#### [DATASET RECORDS]
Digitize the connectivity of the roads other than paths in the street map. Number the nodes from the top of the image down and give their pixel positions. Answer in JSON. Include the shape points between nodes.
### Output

==

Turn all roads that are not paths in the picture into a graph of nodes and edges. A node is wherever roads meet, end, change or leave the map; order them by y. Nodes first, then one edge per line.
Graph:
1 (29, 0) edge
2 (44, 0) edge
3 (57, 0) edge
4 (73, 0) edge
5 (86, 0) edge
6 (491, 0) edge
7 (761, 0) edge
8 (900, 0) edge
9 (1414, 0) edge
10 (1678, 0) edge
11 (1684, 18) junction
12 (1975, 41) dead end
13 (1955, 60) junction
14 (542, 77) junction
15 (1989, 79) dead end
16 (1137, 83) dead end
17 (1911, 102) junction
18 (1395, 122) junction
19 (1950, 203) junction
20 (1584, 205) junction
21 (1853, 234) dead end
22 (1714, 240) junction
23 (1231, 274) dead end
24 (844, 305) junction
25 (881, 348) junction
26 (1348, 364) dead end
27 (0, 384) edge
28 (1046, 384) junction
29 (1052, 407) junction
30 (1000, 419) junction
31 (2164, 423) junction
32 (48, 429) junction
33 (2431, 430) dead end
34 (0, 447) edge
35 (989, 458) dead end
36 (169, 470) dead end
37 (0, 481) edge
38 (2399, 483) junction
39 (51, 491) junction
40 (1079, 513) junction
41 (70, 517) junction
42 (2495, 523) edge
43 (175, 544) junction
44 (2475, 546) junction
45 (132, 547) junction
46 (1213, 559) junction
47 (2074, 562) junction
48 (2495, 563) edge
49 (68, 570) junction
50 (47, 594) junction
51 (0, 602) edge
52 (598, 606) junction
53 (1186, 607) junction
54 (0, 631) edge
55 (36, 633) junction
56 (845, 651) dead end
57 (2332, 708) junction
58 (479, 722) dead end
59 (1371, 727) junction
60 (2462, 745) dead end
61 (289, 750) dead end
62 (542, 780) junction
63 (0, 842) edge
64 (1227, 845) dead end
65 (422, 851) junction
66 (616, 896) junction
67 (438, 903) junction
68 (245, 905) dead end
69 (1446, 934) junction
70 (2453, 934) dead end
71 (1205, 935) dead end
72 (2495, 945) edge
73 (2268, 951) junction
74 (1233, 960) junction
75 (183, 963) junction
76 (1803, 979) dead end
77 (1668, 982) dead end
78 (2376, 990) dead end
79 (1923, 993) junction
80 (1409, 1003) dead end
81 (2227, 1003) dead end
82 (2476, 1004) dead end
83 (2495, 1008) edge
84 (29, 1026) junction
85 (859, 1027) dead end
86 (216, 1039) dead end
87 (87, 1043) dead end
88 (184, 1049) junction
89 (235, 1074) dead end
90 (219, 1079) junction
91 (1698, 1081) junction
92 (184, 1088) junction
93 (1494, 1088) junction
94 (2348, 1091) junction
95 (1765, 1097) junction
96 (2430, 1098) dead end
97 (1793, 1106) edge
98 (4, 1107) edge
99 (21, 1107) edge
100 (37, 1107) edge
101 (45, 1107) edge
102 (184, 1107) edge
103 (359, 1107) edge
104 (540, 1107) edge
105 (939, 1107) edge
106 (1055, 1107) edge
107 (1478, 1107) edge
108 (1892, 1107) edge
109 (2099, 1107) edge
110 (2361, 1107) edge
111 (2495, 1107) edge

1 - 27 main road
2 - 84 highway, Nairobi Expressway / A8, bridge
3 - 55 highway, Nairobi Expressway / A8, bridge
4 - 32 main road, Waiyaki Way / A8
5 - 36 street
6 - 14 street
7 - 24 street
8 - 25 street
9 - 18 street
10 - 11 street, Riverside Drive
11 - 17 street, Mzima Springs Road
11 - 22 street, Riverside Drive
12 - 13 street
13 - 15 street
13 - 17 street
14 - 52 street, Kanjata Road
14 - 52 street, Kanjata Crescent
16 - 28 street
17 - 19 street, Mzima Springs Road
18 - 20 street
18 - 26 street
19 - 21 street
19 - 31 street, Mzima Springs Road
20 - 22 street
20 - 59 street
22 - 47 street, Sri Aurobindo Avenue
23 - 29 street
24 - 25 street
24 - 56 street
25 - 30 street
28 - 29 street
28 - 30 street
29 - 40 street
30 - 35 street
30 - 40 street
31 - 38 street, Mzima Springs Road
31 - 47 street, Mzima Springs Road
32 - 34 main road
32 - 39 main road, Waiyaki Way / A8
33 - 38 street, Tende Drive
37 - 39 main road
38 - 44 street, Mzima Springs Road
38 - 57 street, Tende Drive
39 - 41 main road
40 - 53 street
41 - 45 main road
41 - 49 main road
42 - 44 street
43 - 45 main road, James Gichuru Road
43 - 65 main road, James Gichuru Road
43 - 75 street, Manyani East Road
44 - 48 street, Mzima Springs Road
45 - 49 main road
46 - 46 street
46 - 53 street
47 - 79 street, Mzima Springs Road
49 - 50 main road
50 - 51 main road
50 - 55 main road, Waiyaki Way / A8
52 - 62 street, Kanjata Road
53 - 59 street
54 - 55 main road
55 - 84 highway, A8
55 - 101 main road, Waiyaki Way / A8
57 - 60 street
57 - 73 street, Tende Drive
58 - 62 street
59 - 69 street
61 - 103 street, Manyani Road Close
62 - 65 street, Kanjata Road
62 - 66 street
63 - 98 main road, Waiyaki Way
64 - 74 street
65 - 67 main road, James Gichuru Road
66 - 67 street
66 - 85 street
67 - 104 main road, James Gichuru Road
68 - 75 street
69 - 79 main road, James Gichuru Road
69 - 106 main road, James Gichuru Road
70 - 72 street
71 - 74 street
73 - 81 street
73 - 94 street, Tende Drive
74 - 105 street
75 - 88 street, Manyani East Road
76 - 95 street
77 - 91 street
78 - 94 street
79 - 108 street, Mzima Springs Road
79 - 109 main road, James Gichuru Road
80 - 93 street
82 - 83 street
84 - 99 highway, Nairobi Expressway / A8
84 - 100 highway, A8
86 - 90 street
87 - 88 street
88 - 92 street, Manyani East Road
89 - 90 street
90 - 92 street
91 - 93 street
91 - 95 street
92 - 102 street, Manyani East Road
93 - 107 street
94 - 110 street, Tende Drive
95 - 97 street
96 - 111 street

#### [ABOUT THIS EXERCISE]
Each line above that contains the word "roads" should be returned.

#### [TASK RESPONSE]
Digitize the connectivity of the roads other than paths in the street map. Number the nodes from the top of the image down and give their pixel positions. Answer in JSON. Include the shape points between nodes.
Turn all roads that are not paths in the picture into a graph of nodes and edges. A node is wherever roads meet, end, change or leave the map; order them by y. Nodes first, then one edge per line.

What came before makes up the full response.